Later this term, the Supreme Court will decide Moore v. Harper, a case that has been pitched as a seismic clash between two troubling positions. One side asks for state legislatures to be freed from the traditional safeguards of state constitutional law, while the other asks the Court to effectively ignore the text of the Constitution. The Court should look beyond these unsupportable positions and take a commonsense middle ground. Fortunately, one is readily available: an approach that maintains the Constitution's emphasis on state legislatures without divorcing them from their traditional constitutional constraints.

and continues:

Missing from the debate has been a key principle that points to a sensible middle ground: A state constitution may limit a legislature's power over federal elections, but it may not give that power to somebody else. We need not an independent-state-legislature doctrine, but a constitutional-state-legislature doctrine.

and more specifically:

What does this principle mean for concrete cases?

It means that state constitutional provisions can restrain legislative districting, such as by limiting the use of partisan gerrymandering. The broad challenge to state constitutional law in Moore therefore should fail. But it also means that the North Carolina courts do not have independent constitutional power to adopt their own map.

There is much more at the link.

Now, if you agree with our core points (which would be great) there is much more to say about how to approach the remedy when a legislature draws a legally impermissible map. Some have pointed to a recent redistricting standoff in Ohio, others to the many decades in which the Minnesota legislature has apparently refused to draw maps, happy to let the courts do the hard work.

I think it might be premature to get into these weeds, and I certainly can't speak for my co-author about any of this. But I thought I'd offer a few modest observations for now.

  1. The piece notes that Congress retains power to solve standoffs over congressional redistricting. It is also worth mentioning that Congress has in fact enacted some legislation on this subject already, codified in 2 U.S.C. 2a through 2c. These statutes are somewhat old, and therefore somewhat complicated to apply today, but an amicus brief by Jonathan Mitchell and Adam Mortara argues that these statutory provisions could resolve Moore.
  2. Additionally, there might be the possibility of state legislation that authorizes a fallback approach for unconstitutional redistricting.
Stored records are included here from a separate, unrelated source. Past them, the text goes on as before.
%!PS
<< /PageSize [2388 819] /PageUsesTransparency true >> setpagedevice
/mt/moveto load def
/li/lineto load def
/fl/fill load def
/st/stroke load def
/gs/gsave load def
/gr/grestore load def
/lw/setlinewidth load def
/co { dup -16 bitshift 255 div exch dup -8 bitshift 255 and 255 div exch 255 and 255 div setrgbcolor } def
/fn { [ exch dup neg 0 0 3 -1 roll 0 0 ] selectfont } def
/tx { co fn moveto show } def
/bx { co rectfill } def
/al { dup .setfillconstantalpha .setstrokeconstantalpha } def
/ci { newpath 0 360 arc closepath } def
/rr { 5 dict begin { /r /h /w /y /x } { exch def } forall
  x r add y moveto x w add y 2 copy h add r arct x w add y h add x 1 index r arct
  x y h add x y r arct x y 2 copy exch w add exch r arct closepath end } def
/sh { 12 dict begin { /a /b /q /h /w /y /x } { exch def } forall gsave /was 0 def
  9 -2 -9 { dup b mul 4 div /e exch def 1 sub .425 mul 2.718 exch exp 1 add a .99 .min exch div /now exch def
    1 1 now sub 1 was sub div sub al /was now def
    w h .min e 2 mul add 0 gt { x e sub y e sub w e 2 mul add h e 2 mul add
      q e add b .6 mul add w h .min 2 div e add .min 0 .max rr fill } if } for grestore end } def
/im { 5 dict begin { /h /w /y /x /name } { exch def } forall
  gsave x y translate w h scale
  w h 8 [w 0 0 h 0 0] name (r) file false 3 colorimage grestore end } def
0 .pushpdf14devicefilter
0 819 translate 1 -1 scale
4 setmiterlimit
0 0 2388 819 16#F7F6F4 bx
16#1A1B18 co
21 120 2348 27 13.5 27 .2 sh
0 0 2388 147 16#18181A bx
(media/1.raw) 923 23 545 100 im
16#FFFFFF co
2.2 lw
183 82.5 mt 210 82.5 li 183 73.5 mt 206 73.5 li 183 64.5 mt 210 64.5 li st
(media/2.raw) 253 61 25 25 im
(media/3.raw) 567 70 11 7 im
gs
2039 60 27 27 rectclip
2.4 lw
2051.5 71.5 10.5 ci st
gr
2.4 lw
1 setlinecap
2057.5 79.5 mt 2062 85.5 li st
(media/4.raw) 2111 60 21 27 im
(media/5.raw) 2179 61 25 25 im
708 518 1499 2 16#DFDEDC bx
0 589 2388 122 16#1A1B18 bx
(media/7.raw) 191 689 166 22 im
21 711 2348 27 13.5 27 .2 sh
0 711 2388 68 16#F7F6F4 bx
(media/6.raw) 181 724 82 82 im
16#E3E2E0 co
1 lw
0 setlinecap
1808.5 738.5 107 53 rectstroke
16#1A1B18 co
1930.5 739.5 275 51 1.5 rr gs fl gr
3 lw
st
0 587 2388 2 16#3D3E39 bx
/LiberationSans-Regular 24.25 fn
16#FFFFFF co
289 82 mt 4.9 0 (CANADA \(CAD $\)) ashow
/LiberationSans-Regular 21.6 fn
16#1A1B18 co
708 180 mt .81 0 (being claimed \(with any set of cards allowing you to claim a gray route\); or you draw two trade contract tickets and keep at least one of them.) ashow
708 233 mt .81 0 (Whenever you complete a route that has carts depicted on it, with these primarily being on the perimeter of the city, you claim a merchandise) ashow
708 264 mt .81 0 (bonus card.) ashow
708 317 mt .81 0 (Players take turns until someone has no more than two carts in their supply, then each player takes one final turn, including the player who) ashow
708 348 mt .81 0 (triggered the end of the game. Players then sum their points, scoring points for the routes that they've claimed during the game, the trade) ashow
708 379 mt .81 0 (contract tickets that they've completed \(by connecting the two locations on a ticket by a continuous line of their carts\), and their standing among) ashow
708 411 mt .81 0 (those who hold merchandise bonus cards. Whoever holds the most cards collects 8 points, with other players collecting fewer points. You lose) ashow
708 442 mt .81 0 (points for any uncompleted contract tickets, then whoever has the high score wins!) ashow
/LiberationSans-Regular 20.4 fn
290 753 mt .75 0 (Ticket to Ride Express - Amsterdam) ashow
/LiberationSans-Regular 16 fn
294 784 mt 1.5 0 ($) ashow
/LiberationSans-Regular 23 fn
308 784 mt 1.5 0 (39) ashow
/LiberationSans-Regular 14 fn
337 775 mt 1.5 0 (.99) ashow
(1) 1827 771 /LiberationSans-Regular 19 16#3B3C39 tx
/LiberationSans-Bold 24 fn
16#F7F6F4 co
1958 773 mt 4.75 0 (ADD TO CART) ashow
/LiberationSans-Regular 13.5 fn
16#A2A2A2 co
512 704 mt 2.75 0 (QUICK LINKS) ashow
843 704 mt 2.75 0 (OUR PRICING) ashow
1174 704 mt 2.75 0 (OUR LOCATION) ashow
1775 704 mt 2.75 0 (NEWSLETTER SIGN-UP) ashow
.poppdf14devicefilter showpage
This possibility triggers another constitutional question. Some might see such legislation as simply an instance of the state legislature exercising its constitutional power. Others might see such legislation as subject to a sort of non-delegation doctrine. The Atlantic piece doesn't explicitly address this question, and depending on the answer, one might resolve Moore by turning to various provisions of North Carolina law that the parties dispute.
  3. In the absence of any specific legislative response, what to do when the enacted law tries to require something unconstitutional is a severability problem, something I've written about recently in Severability First Principles: when a legislative enactment is not the law because it is unconstitutional, what is the law instead? These questions can be intricate and technical in particular cases, but I am not convinced they are generally intractable.
  4. For instance, the federal statutes mentioned above might point toward either at-large elections (as provided in 2a(c)) or "hewing as closely as possible" to an older legislative map (or both, as the Mitchell/Mortara brief above argues). Other statutes or severability principles might point to something similar. Or to a starker remedy like nullity, refusing to recognize a valid method of election until one is passed that complies with the law.

Again, these issues all seem slightly premature to me, and they would deserve further study once the more basic principles are determined, but I don't think they are mysterious.